The key to the success of the CMA — and of any organization, for that matter — is its people. It is easy to lead a group in which people work together and support each other. As in any large organization there will be occasional conflicts and even an occasional crisis, but I have never been associated with a better group of talented individuals and strong personalities, people who found solutions to problems instead of endlessly pondering over them.

Lessons learned

I met colleagues from all provinces and territories during my travels across Canada, and those travels reinforced my belief that the principles by which we manage illness — by listening, examining, investigating, and then treating — will also help us correct the problems facing our health care system. I am confident that the current academic and political leaders in our profession can, with the support of our younger colleagues’ energy and enthusiasm, overcome the challenges we face.

However, young leaders must be encouraged to step forward, while older leaders must be encouraged to move on when the time is right. For some, the hardest part of reaching a goal is the realization it is time to move on to the next challenge or to retire. Some mountaineering rules apply here. First, if you succeed in climbing Mount Everest, remember not to stay at the summit too long. That will be fatal. Second, remember that climbers are more likely to meet their demise on the way down than on the way up.

Some advice

I would like to conclude with some thoughts to keep in mind as you pursue your leadership goals.
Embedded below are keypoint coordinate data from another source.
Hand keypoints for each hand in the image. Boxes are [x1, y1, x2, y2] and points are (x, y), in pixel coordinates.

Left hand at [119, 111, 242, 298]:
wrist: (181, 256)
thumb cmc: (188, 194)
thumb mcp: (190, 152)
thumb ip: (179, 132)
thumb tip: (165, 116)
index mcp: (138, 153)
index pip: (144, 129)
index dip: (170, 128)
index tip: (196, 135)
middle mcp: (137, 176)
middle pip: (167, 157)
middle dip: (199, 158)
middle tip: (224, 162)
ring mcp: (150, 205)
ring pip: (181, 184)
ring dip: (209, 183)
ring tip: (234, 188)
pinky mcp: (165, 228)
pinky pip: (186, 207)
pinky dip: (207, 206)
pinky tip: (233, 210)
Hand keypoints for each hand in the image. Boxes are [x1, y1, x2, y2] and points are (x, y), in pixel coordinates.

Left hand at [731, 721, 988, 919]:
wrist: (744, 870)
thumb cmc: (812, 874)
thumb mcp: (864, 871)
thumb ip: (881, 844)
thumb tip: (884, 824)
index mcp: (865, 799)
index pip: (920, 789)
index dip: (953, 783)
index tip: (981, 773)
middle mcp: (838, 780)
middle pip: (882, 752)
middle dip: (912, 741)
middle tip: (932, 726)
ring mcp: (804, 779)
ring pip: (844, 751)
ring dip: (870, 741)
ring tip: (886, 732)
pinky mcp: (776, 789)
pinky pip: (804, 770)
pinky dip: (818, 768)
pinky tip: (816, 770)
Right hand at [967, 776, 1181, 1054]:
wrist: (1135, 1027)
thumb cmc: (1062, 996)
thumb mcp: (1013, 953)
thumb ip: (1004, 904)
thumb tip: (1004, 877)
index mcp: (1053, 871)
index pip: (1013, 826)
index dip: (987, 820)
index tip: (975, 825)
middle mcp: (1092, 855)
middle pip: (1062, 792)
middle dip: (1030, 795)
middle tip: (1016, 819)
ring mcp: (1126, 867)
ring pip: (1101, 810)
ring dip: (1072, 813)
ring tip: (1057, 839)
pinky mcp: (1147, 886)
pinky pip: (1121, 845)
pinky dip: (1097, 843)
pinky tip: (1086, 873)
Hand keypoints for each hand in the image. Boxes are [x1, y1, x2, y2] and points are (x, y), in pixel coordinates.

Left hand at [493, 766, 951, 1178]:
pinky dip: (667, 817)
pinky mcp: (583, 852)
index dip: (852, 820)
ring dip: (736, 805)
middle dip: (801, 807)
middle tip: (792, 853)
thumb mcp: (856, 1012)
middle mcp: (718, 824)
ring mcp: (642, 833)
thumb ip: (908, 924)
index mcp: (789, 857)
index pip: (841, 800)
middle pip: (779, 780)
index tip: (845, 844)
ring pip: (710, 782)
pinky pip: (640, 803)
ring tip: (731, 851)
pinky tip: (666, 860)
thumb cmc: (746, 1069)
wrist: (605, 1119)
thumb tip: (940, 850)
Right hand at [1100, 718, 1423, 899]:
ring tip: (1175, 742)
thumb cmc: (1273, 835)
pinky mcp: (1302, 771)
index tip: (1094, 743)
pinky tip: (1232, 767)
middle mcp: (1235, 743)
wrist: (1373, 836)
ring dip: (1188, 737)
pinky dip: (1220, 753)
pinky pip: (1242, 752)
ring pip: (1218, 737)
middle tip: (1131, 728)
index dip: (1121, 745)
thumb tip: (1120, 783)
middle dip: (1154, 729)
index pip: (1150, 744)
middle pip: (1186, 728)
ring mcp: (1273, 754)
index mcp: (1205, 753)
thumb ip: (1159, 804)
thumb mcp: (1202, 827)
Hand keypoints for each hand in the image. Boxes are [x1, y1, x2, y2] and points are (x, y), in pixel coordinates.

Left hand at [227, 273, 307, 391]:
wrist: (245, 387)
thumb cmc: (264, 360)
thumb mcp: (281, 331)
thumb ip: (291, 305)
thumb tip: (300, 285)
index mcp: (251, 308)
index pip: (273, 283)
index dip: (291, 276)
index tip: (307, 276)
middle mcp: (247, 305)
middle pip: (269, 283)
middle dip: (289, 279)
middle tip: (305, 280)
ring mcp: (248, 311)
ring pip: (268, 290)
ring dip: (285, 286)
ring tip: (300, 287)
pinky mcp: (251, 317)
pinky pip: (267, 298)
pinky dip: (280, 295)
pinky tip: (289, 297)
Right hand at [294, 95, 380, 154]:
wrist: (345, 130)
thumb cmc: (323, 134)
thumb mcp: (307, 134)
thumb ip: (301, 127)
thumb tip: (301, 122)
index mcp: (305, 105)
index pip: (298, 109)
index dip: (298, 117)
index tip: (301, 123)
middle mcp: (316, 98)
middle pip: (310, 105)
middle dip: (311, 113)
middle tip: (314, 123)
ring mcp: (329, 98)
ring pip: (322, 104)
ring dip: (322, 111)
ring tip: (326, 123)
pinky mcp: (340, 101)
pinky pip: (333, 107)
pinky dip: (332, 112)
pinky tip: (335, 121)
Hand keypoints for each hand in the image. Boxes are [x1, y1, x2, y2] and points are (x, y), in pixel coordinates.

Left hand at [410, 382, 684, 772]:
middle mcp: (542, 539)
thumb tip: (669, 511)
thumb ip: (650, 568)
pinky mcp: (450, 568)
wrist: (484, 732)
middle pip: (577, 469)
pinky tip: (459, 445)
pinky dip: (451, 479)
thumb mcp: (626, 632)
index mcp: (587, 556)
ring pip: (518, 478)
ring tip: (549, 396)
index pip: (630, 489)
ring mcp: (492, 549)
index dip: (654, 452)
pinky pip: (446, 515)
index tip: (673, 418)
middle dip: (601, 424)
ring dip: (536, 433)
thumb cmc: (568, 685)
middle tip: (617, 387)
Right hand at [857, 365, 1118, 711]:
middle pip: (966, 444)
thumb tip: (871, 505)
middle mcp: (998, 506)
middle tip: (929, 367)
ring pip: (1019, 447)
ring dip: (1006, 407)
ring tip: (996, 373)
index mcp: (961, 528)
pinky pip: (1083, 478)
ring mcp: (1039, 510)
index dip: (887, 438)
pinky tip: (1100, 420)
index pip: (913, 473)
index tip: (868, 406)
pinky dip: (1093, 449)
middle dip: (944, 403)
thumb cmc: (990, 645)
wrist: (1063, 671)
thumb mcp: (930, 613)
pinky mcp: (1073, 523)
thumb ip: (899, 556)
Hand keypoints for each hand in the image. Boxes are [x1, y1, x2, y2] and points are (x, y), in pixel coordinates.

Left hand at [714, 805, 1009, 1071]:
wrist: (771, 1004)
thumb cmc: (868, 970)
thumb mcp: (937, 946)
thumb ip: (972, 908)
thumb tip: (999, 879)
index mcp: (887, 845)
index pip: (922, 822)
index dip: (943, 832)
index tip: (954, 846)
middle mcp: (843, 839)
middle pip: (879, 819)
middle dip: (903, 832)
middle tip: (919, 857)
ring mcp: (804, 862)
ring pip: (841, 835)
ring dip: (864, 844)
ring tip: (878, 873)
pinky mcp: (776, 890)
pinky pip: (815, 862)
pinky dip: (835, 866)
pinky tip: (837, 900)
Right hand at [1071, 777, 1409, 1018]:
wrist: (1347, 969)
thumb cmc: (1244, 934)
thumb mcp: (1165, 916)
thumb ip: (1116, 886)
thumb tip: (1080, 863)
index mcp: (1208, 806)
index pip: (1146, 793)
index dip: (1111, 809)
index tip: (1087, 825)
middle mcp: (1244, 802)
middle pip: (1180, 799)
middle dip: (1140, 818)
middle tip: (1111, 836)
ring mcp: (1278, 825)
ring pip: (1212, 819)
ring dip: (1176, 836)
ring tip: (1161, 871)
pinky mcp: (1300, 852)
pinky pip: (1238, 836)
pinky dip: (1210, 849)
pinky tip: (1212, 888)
  • Don’t fear being a cynic, because “established” facts and truths may be established but untrue. To illustrate: Nelson was not blind in one eye. King Wenceslas was a duke. Sherlock Holmes never said, “Elementary, my dear Watson.” Iceland is green; Greenland is icy. Jonah was never swallowed by a whale. Bats are not blind. The Bible does not say anything about Adam and Eve sharing an apple. Darwin never believed in survival of the fittest. There is no clinical evidence that the hatter in Alice’s Adventures in Wonderland was mad.
  • Things change. Today’s dogma may be tomorrow’s folly. When patients you haven’t seen for some time come to the office, you will re-examine them. Follow the same principle in your leadership efforts and decision-making.
  • Leaders sometimes need to convert old friends into ex-friends.
  • It’s okay not to tell the truth — as long as you don’t lie.
  • All thought and no action is just as bad as all action and no thought.
  • Don’t confuse charisma or charm with leadership.
  • It’s okay to have strong beliefs, but don’t let them become prejudices.
  • Measure success by results, not by the amount of activity.
  • A person with no sense of humour usually has no sense.


Remember to “walk the floor.” Good leaders who have reached the penthouse should make regular visits to the basement to talk to the workers and find out what is really going on in the organization.

Suggested reading

Thouless RH. Straight and crooked thinking. London: Pan Books; 1930.

Asher R. Talking sense. London: Pitman House; 1972.